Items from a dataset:
***

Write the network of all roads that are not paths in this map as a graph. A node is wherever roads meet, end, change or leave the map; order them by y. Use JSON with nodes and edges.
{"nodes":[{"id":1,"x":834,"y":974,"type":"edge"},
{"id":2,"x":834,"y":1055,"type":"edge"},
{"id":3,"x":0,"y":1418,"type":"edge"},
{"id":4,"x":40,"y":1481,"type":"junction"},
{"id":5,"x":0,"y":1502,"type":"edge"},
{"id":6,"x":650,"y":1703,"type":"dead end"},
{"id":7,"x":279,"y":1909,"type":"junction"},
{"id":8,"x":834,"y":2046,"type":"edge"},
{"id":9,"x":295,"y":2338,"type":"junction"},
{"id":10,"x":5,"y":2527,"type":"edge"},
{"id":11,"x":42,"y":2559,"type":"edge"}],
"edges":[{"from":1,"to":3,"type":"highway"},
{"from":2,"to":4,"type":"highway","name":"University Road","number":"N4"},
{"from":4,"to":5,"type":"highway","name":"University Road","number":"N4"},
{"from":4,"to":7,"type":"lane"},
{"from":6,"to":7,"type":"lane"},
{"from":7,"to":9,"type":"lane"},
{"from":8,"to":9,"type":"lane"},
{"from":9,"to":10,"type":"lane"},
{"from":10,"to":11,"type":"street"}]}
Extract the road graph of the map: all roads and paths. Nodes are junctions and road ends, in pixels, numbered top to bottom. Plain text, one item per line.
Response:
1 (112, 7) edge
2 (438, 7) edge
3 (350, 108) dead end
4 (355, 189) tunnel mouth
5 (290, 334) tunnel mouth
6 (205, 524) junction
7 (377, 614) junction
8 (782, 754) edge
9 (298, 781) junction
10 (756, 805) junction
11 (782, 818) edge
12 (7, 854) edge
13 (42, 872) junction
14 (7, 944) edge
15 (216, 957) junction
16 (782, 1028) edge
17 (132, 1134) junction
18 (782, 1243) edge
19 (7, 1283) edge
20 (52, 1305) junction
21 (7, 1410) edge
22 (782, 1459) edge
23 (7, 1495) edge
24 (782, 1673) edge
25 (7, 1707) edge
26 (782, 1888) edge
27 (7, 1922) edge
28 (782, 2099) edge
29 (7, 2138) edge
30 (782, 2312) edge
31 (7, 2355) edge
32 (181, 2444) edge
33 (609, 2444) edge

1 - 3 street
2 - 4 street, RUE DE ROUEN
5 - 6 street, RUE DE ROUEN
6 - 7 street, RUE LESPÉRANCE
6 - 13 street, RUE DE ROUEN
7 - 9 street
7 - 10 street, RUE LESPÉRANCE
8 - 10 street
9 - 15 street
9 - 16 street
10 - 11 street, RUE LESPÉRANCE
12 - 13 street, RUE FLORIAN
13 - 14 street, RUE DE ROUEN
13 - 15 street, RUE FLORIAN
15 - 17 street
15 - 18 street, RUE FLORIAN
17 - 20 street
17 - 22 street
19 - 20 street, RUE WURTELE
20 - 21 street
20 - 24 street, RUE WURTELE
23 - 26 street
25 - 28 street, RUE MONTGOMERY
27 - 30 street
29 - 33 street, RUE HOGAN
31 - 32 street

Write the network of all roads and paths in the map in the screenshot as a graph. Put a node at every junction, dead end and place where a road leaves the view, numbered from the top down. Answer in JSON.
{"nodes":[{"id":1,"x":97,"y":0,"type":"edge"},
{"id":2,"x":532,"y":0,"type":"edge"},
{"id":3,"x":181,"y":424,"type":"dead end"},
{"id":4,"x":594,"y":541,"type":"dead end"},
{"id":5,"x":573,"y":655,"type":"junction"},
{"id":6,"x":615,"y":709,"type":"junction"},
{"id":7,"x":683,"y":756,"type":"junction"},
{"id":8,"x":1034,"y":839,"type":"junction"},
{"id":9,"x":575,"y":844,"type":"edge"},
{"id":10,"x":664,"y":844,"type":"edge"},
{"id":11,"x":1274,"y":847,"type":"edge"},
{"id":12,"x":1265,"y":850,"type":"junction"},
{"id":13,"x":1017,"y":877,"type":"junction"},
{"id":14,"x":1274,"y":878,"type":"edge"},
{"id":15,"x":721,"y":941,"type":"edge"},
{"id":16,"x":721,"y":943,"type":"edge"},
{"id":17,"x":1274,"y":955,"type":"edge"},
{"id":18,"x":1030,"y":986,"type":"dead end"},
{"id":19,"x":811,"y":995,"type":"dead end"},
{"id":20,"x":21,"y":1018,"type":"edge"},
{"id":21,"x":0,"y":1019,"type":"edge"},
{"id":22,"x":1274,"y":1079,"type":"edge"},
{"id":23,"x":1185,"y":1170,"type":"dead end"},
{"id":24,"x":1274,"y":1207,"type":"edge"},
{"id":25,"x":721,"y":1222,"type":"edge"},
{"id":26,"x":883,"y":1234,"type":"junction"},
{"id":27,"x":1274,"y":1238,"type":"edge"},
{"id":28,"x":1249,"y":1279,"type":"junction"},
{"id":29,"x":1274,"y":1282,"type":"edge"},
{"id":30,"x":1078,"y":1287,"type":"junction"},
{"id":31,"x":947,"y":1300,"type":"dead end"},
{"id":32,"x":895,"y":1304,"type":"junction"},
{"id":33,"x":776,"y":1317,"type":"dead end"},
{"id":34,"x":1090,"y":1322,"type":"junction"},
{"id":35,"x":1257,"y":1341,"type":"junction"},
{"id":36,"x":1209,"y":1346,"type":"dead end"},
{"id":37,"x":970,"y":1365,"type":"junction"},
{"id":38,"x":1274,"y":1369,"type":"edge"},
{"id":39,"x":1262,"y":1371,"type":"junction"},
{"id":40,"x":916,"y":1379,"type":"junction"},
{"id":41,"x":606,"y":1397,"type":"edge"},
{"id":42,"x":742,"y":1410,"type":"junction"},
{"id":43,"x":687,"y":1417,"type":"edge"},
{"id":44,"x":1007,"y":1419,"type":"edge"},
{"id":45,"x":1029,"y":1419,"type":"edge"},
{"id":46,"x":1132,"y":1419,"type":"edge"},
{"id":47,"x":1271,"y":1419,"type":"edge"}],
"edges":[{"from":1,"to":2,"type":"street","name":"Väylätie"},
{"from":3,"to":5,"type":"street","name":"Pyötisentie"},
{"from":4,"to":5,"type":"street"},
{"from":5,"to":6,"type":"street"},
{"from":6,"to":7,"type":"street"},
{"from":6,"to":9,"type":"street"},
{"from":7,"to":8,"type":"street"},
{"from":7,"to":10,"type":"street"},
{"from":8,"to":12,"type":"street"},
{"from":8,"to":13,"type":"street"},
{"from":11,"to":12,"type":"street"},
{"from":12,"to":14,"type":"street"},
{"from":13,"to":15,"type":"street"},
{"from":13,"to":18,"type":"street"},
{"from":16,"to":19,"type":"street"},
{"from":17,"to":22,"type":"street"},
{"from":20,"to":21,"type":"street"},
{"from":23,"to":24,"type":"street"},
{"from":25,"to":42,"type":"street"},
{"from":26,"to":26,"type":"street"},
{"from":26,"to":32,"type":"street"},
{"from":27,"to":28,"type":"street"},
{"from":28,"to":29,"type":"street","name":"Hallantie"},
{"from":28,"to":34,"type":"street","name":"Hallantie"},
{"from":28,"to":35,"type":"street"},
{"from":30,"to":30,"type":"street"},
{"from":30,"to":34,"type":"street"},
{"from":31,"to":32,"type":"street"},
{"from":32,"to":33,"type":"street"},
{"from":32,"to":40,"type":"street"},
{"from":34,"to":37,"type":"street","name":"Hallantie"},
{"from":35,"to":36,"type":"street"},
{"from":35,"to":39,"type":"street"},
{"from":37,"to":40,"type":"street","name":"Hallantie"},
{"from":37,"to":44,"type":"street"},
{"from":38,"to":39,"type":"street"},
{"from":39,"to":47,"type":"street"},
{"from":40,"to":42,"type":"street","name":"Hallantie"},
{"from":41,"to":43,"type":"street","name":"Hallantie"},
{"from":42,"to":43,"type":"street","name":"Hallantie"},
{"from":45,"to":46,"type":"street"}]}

***

◆ **Task**: Among the lines above, find the ones containing "network" and copy them.

◆ **Exercise output**:
Write the network of all roads that are not paths in this map as a graph. A node is wherever roads meet, end, change or leave the map; order them by y. Use JSON with nodes and edges.
Write the network of all roads and paths in the map in the screenshot as a graph. Put a node at every junction, dead end and place where a road leaves the view, numbered from the top down. Answer in JSON.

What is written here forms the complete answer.